WORK REQUEST → Could you reproduce every record below exactly as it stands?

PROVIDED DATA →
────────

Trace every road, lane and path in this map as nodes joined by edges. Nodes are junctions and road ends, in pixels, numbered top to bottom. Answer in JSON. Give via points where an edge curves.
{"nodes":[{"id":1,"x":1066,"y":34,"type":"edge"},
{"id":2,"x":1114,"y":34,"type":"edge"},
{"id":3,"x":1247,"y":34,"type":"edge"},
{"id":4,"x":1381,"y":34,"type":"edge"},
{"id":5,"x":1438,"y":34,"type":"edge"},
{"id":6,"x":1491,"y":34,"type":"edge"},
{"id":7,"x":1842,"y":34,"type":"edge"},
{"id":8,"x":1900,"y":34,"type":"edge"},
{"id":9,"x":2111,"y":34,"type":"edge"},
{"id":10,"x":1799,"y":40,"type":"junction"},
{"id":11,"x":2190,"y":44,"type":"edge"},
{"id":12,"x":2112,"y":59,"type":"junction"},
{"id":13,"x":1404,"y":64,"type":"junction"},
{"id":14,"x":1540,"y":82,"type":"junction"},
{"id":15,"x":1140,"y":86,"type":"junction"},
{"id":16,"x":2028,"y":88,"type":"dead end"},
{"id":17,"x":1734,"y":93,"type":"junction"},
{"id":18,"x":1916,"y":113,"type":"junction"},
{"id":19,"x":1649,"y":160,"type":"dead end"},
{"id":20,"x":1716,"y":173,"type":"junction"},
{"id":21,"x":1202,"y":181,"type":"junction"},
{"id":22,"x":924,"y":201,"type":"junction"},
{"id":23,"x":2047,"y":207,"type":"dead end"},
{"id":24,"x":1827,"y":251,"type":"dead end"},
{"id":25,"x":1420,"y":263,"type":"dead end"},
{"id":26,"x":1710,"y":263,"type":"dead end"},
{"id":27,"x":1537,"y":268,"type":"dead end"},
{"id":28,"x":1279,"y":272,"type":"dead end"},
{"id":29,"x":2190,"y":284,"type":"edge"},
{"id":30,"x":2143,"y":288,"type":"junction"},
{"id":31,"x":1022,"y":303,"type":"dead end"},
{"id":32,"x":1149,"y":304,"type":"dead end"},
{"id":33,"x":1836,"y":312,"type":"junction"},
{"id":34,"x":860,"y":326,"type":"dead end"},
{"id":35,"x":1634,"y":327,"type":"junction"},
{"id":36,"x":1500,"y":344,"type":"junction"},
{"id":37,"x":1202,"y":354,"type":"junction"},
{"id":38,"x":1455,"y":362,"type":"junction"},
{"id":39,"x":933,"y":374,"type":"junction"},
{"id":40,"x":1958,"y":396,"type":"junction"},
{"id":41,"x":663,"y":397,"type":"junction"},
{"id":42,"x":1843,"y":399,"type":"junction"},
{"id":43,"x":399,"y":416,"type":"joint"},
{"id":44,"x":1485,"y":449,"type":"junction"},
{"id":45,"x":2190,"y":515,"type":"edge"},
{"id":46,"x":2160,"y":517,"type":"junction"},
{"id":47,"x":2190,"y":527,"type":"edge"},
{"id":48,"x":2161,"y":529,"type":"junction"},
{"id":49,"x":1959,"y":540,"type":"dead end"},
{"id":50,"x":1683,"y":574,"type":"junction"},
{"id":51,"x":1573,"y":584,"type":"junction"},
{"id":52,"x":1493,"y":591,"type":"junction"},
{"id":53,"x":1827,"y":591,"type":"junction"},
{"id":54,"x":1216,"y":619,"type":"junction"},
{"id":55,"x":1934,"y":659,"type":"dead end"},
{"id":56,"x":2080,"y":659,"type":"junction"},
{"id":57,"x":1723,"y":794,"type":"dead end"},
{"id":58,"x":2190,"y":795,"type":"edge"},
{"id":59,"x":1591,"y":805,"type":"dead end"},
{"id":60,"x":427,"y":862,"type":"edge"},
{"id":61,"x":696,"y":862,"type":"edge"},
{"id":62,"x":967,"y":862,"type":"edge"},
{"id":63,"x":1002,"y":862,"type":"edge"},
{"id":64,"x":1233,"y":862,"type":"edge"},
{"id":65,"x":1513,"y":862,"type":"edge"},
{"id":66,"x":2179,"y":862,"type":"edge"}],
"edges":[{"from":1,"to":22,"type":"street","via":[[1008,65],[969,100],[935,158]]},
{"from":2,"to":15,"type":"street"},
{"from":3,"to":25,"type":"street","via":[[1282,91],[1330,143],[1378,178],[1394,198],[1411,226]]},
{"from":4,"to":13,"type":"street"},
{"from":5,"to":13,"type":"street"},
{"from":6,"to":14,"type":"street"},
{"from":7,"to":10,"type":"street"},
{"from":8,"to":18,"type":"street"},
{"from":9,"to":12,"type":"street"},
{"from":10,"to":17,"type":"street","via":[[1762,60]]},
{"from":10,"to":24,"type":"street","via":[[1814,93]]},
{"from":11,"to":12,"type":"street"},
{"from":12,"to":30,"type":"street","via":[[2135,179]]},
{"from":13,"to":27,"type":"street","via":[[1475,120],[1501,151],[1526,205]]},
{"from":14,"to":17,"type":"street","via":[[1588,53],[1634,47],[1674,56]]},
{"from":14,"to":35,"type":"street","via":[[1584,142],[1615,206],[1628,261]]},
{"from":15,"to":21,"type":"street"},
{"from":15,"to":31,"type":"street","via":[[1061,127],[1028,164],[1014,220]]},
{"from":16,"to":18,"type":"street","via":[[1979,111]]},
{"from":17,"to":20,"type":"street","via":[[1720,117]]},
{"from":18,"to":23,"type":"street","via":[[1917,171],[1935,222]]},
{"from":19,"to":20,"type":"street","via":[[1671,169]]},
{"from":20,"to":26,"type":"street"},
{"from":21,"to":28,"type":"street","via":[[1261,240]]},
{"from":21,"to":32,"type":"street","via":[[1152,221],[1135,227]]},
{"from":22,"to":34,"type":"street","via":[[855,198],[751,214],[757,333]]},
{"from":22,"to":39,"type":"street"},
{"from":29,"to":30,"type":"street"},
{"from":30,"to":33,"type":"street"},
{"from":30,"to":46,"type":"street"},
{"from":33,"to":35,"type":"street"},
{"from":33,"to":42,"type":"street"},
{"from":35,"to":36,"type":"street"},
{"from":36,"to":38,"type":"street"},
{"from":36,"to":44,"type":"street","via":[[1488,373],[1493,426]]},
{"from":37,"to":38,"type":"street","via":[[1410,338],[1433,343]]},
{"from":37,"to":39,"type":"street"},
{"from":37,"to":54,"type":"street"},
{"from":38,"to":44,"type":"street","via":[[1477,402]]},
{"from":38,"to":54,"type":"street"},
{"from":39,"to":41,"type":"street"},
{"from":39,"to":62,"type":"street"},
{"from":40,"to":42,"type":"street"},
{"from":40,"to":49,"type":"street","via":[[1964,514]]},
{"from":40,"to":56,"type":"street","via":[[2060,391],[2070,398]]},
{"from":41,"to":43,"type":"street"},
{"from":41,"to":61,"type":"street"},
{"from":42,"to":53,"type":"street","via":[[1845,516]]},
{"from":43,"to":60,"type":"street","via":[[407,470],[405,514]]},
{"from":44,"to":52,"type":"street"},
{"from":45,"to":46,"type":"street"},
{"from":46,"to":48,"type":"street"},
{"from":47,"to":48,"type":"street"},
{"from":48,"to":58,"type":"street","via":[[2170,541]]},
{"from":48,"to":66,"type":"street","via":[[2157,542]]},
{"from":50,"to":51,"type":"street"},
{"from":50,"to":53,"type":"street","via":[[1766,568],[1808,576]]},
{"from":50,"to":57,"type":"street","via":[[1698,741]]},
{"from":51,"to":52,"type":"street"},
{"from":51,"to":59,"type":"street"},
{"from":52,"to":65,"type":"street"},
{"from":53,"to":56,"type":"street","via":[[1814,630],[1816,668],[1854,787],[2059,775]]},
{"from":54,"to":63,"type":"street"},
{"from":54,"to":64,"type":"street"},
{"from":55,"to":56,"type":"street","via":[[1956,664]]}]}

────────

RESULT OF THE TASK →
Trace every road, lane and path in this map as nodes joined by edges. Nodes are junctions and road ends, in pixels, numbered top to bottom. Answer in JSON. Give via points where an edge curves.
{"nodes":[{"id":1,"x":1066,"y":34,"type":"edge"},
{"id":2,"x":1114,"y":34,"type":"edge"},
{"id":3,"x":1247,"y":34,"type":"edge"},
{"id":4,"x":1381,"y":34,"type":"edge"},
{"id":5,"x":1438,"y":34,"type":"edge"},
{"id":6,"x":1491,"y":34,"type":"edge"},
{"id":7,"x":1842,"y":34,"type":"edge"},
{"id":8,"x":1900,"y":34,"type":"edge"},
{"id":9,"x":2111,"y":34,"type":"edge"},
{"id":10,"x":1799,"y":40,"type":"junction"},
{"id":11,"x":2190,"y":44,"type":"edge"},
{"id":12,"x":2112,"y":59,"type":"junction"},
{"id":13,"x":1404,"y":64,"type":"junction"},
{"id":14,"x":1540,"y":82,"type":"junction"},
{"id":15,"x":1140,"y":86,"type":"junction"},
{"id":16,"x":2028,"y":88,"type":"dead end"},
{"id":17,"x":1734,"y":93,"type":"junction"},
{"id":18,"x":1916,"y":113,"type":"junction"},
{"id":19,"x":1649,"y":160,"type":"dead end"},
{"id":20,"x":1716,"y":173,"type":"junction"},
{"id":21,"x":1202,"y":181,"type":"junction"},
{"id":22,"x":924,"y":201,"type":"junction"},
{"id":23,"x":2047,"y":207,"type":"dead end"},
{"id":24,"x":1827,"y":251,"type":"dead end"},
{"id":25,"x":1420,"y":263,"type":"dead end"},
{"id":26,"x":1710,"y":263,"type":"dead end"},
{"id":27,"x":1537,"y":268,"type":"dead end"},
{"id":28,"x":1279,"y":272,"type":"dead end"},
{"id":29,"x":2190,"y":284,"type":"edge"},
{"id":30,"x":2143,"y":288,"type":"junction"},
{"id":31,"x":1022,"y":303,"type":"dead end"},
{"id":32,"x":1149,"y":304,"type":"dead end"},
{"id":33,"x":1836,"y":312,"type":"junction"},
{"id":34,"x":860,"y":326,"type":"dead end"},
{"id":35,"x":1634,"y":327,"type":"junction"},
{"id":36,"x":1500,"y":344,"type":"junction"},
{"id":37,"x":1202,"y":354,"type":"junction"},
{"id":38,"x":1455,"y":362,"type":"junction"},
{"id":39,"x":933,"y":374,"type":"junction"},
{"id":40,"x":1958,"y":396,"type":"junction"},
{"id":41,"x":663,"y":397,"type":"junction"},
{"id":42,"x":1843,"y":399,"type":"junction"},
{"id":43,"x":399,"y":416,"type":"joint"},
{"id":44,"x":1485,"y":449,"type":"junction"},
{"id":45,"x":2190,"y":515,"type":"edge"},
{"id":46,"x":2160,"y":517,"type":"junction"},
{"id":47,"x":2190,"y":527,"type":"edge"},
{"id":48,"x":2161,"y":529,"type":"junction"},
{"id":49,"x":1959,"y":540,"type":"dead end"},
{"id":50,"x":1683,"y":574,"type":"junction"},
{"id":51,"x":1573,"y":584,"type":"junction"},
{"id":52,"x":1493,"y":591,"type":"junction"},
{"id":53,"x":1827,"y":591,"type":"junction"},
{"id":54,"x":1216,"y":619,"type":"junction"},
{"id":55,"x":1934,"y":659,"type":"dead end"},
{"id":56,"x":2080,"y":659,"type":"junction"},
{"id":57,"x":1723,"y":794,"type":"dead end"},
{"id":58,"x":2190,"y":795,"type":"edge"},
{"id":59,"x":1591,"y":805,"type":"dead end"},
{"id":60,"x":427,"y":862,"type":"edge"},
{"id":61,"x":696,"y":862,"type":"edge"},
{"id":62,"x":967,"y":862,"type":"edge"},
{"id":63,"x":1002,"y":862,"type":"edge"},
{"id":64,"x":1233,"y":862,"type":"edge"},
{"id":65,"x":1513,"y":862,"type":"edge"},
{"id":66,"x":2179,"y":862,"type":"edge"}],
"edges":[{"from":1,"to":22,"type":"street","via":[[1008,65],[969,100],[935,158]]},
{"from":2,"to":15,"type":"street"},
{"from":3,"to":25,"type":"street","via":[[1282,91],[1330,143],[1378,178],[1394,198],[1411,226]]},
{"from":4,"to":13,"type":"street"},
{"from":5,"to":13,"type":"street"},
{"from":6,"to":14,"type":"street"},
{"from":7,"to":10,"type":"street"},
{"from":8,"to":18,"type":"street"},
{"from":9,"to":12,"type":"street"},
{"from":10,"to":17,"type":"street","via":[[1762,60]]},
{"from":10,"to":24,"type":"street","via":[[1814,93]]},
{"from":11,"to":12,"type":"street"},
{"from":12,"to":30,"type":"street","via":[[2135,179]]},
{"from":13,"to":27,"type":"street","via":[[1475,120],[1501,151],[1526,205]]},
{"from":14,"to":17,"type":"street","via":[[1588,53],[1634,47],[1674,56]]},
{"from":14,"to":35,"type":"street","via":[[1584,142],[1615,206],[1628,261]]},
{"from":15,"to":21,"type":"street"},
{"from":15,"to":31,"type":"street","via":[[1061,127],[1028,164],[1014,220]]},
{"from":16,"to":18,"type":"street","via":[[1979,111]]},
{"from":17,"to":20,"type":"street","via":[[1720,117]]},
{"from":18,"to":23,"type":"street","via":[[1917,171],[1935,222]]},
{"from":19,"to":20,"type":"street","via":[[1671,169]]},
{"from":20,"to":26,"type":"street"},
{"from":21,"to":28,"type":"street","via":[[1261,240]]},
{"from":21,"to":32,"type":"street","via":[[1152,221],[1135,227]]},
{"from":22,"to":34,"type":"street","via":[[855,198],[751,214],[757,333]]},
{"from":22,"to":39,"type":"street"},
{"from":29,"to":30,"type":"street"},
{"from":30,"to":33,"type":"street"},
{"from":30,"to":46,"type":"street"},
{"from":33,"to":35,"type":"street"},
{"from":33,"to":42,"type":"street"},
{"from":35,"to":36,"type":"street"},
{"from":36,"to":38,"type":"street"},
{"from":36,"to":44,"type":"street","via":[[1488,373],[1493,426]]},
{"from":37,"to":38,"type":"street","via":[[1410,338],[1433,343]]},
{"from":37,"to":39,"type":"street"},
{"from":37,"to":54,"type":"street"},
{"from":38,"to":44,"type":"street","via":[[1477,402]]},
{"from":38,"to":54,"type":"street"},
{"from":39,"to":41,"type":"street"},
{"from":39,"to":62,"type":"street"},
{"from":40,"to":42,"type":"street"},
{"from":40,"to":49,"type":"street","via":[[1964,514]]},
{"from":40,"to":56,"type":"street","via":[[2060,391],[2070,398]]},
{"from":41,"to":43,"type":"street"},
{"from":41,"to":61,"type":"street"},
{"from":42,"to":53,"type":"street","via":[[1845,516]]},
{"from":43,"to":60,"type":"street","via":[[407,470],[405,514]]},
{"from":44,"to":52,"type":"street"},
{"from":45,"to":46,"type":"street"},
{"from":46,"to":48,"type":"street"},
{"from":47,"to":48,"type":"street"},
{"from":48,"to":58,"type":"street","via":[[2170,541]]},
{"from":48,"to":66,"type":"street","via":[[2157,542]]},
{"from":50,"to":51,"type":"street"},
{"from":50,"to":53,"type":"street","via":[[1766,568],[1808,576]]},
{"from":50,"to":57,"type":"street","via":[[1698,741]]},
{"from":51,"to":52,"type":"street"},
{"from":51,"to":59,"type":"street"},
{"from":52,"to":65,"type":"street"},
{"from":53,"to":56,"type":"street","via":[[1814,630],[1816,668],[1854,787],[2059,775]]},
{"from":54,"to":63,"type":"street"},
{"from":54,"to":64,"type":"street"},
{"from":55,"to":56,"type":"street","via":[[1956,664]]}]}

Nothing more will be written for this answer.